Ferns are fine textured lacey-leaf groundcovers. Many kinds of ferns add a tropical accent to the shade garden. Autumn fern (Dryopteris erythrosora), aka Japanese wood fern, has evergreen or semi-evergreen arching foliage, depending how cold winter is (USDA hardiness zones 5 to 8).
Its common name is misleading. Best fronds color is in spring; fronds unfurl with a coppery-red tint and gradually fade to medium to dark green after 4-6 weeks. In late summer, bright-red spore clusters (sori) appear on the frond’s underside. In fall, fronds develop more of a russet tone.
Once established, autumn ferns grow happily beneath large shade trees or in dry soils. Initially, start them off with plenty of water, compost, and mulch to get root system established. They prefer an evenly moist soil, and mildly acidic soil pH between 5.5 and 7.0. Established plants are moderately drought tolerant.
In early spring emerging fiddleheads (fronds) unfurl to form a vase-shaped clump, 18-30 inches tall and wide depending on age.
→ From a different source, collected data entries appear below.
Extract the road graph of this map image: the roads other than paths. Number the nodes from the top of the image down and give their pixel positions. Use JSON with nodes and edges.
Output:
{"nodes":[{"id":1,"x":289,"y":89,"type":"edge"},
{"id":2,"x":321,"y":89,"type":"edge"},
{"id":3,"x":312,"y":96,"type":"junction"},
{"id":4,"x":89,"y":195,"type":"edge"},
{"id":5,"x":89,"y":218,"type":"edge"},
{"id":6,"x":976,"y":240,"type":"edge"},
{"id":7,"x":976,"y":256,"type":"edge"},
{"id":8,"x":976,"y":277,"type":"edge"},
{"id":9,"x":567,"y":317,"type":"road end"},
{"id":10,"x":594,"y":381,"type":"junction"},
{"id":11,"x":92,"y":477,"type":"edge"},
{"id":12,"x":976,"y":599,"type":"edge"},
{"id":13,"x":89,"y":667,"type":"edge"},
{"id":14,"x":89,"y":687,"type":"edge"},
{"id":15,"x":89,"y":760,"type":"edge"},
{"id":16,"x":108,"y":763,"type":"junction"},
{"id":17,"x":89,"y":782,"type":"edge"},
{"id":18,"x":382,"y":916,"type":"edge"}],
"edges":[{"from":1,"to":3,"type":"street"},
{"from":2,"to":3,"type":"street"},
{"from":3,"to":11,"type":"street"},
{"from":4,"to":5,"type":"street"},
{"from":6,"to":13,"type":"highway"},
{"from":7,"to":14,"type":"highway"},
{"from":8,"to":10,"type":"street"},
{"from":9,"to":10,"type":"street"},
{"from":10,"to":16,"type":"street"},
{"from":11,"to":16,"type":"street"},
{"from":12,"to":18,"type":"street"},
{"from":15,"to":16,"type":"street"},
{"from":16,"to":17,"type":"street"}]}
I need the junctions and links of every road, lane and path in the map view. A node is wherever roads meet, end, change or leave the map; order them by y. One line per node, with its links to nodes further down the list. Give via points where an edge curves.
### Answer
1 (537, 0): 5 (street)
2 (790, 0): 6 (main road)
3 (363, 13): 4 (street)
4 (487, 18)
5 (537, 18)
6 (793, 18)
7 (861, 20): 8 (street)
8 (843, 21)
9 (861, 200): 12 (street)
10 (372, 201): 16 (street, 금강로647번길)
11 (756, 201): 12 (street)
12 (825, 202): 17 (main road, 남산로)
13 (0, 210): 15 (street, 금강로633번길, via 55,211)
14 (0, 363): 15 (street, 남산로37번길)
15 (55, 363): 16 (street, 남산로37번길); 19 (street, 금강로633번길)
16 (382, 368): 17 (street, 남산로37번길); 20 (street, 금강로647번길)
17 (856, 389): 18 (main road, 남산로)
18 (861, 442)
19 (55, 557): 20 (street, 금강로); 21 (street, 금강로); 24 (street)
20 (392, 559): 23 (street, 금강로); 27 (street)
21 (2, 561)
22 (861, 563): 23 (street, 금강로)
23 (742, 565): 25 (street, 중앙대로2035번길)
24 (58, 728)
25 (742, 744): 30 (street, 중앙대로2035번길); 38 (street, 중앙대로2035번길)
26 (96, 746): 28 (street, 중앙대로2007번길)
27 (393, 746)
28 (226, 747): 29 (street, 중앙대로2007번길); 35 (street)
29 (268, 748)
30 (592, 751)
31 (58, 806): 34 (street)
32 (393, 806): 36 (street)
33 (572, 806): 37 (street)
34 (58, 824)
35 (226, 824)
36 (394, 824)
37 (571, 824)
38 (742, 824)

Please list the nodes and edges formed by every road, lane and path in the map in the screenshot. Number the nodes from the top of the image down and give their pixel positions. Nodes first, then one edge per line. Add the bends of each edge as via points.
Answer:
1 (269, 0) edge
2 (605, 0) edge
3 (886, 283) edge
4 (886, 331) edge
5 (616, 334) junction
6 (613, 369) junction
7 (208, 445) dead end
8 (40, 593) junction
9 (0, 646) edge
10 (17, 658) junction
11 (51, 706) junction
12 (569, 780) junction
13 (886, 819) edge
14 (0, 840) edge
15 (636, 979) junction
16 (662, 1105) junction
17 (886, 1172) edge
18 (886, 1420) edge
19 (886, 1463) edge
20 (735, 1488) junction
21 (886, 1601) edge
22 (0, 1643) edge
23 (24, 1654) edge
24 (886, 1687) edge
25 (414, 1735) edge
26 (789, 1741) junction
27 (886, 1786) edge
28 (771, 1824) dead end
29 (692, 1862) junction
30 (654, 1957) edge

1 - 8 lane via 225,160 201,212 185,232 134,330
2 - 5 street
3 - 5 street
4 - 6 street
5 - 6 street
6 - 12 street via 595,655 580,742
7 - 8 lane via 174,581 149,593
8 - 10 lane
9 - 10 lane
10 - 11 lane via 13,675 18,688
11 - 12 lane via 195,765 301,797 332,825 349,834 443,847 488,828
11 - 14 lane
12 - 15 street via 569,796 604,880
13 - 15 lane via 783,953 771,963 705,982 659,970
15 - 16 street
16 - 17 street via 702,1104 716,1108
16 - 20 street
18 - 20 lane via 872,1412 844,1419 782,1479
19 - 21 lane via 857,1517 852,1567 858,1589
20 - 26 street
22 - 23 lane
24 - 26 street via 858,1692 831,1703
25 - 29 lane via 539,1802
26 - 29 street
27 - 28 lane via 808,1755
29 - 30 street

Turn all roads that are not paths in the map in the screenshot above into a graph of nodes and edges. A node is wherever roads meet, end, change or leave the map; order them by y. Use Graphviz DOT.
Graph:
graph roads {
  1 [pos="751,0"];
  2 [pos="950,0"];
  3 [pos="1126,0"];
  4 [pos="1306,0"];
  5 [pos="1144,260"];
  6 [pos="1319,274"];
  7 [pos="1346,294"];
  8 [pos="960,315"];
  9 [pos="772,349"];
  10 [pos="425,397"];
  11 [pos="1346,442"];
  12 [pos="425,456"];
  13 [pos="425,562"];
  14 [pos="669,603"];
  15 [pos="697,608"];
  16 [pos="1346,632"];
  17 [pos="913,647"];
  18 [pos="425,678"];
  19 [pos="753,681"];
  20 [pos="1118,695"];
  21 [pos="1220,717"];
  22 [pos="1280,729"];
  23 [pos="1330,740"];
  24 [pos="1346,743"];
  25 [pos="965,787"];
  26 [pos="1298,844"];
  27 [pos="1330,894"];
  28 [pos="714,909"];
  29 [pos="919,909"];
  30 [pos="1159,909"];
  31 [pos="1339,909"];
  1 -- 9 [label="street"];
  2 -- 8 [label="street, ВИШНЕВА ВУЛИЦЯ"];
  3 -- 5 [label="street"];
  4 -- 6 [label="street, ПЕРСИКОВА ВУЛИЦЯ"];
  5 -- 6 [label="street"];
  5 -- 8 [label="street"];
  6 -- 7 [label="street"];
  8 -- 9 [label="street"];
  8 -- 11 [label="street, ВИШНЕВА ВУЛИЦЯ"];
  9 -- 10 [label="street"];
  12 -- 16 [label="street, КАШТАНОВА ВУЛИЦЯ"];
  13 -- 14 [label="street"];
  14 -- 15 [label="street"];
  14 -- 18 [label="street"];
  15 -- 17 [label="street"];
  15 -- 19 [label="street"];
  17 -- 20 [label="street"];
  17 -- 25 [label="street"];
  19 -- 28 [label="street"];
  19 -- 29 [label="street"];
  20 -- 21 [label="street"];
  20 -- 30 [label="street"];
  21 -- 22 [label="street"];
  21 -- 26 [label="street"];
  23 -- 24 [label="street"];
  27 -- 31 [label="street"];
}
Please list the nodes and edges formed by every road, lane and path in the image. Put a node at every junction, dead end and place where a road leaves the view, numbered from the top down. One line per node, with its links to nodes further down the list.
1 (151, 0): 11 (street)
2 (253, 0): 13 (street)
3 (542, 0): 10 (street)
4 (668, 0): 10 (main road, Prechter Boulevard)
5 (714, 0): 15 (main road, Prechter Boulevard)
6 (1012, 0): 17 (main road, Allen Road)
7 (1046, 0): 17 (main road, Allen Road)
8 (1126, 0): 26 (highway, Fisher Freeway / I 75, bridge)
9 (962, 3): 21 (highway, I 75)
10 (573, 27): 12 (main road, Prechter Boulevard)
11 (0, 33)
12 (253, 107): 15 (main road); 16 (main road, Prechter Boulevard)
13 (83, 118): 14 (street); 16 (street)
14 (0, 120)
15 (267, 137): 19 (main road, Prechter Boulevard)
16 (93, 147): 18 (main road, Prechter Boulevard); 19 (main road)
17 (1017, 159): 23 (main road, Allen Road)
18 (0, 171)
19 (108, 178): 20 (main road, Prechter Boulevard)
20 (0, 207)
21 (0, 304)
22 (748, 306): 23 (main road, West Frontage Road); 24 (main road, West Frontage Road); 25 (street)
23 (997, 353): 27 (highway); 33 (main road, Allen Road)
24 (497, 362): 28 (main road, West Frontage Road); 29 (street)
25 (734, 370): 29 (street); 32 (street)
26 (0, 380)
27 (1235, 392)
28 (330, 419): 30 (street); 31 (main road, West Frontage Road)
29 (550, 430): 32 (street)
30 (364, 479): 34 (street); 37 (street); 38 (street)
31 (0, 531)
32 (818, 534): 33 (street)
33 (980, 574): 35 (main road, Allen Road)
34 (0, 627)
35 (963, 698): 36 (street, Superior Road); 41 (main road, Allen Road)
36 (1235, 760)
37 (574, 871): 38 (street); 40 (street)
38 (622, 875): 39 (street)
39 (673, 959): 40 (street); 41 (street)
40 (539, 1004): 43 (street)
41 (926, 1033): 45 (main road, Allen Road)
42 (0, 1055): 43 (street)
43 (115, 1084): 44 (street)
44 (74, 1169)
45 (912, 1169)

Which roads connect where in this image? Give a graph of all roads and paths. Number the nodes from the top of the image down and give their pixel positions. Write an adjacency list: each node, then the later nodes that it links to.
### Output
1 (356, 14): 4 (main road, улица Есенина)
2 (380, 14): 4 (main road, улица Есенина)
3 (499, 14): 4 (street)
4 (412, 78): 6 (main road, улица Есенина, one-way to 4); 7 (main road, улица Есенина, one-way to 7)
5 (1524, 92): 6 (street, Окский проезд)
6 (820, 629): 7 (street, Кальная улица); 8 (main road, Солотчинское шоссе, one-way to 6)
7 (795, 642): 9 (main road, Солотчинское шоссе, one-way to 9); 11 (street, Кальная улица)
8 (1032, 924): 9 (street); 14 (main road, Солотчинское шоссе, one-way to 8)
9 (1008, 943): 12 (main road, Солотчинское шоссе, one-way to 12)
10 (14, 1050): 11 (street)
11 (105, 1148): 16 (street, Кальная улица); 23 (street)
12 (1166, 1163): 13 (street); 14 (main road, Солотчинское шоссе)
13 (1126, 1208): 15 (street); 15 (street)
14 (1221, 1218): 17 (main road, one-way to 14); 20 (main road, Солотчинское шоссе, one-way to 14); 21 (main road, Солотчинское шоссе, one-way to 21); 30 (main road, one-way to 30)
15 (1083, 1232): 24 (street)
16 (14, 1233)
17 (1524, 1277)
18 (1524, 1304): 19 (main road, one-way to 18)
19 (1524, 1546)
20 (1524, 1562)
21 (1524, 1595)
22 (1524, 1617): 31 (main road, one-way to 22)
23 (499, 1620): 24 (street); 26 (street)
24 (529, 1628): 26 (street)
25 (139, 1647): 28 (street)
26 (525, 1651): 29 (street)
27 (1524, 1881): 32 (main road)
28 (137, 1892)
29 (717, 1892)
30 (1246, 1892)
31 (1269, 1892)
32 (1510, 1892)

Clumps spread slowly by underground roots. At planting, space 16-18 inches apart for dense coverage. Indifferent to heat, humidity, and cold, this moderate shade lover excels in full morning sun in zone 5 and 6, but wants more shade in southerly climes.
From then on, autumn fern performs season after season with little additional care. It has no serious pest or disease problems and soil nutritional needs are minimal. Applying 2-3 inches of leaf mold is almost equivalent to feeding with slow release fertilizer.
The cultivar ‘Brilliance’ grows 2 feet high and wide and offers long seasonal impact. Its frond’s color is exceptional, that is, the upper surface has a deep coppery tint and high gloss, rich green color through most of the summer, and returns to a russet color in autumn.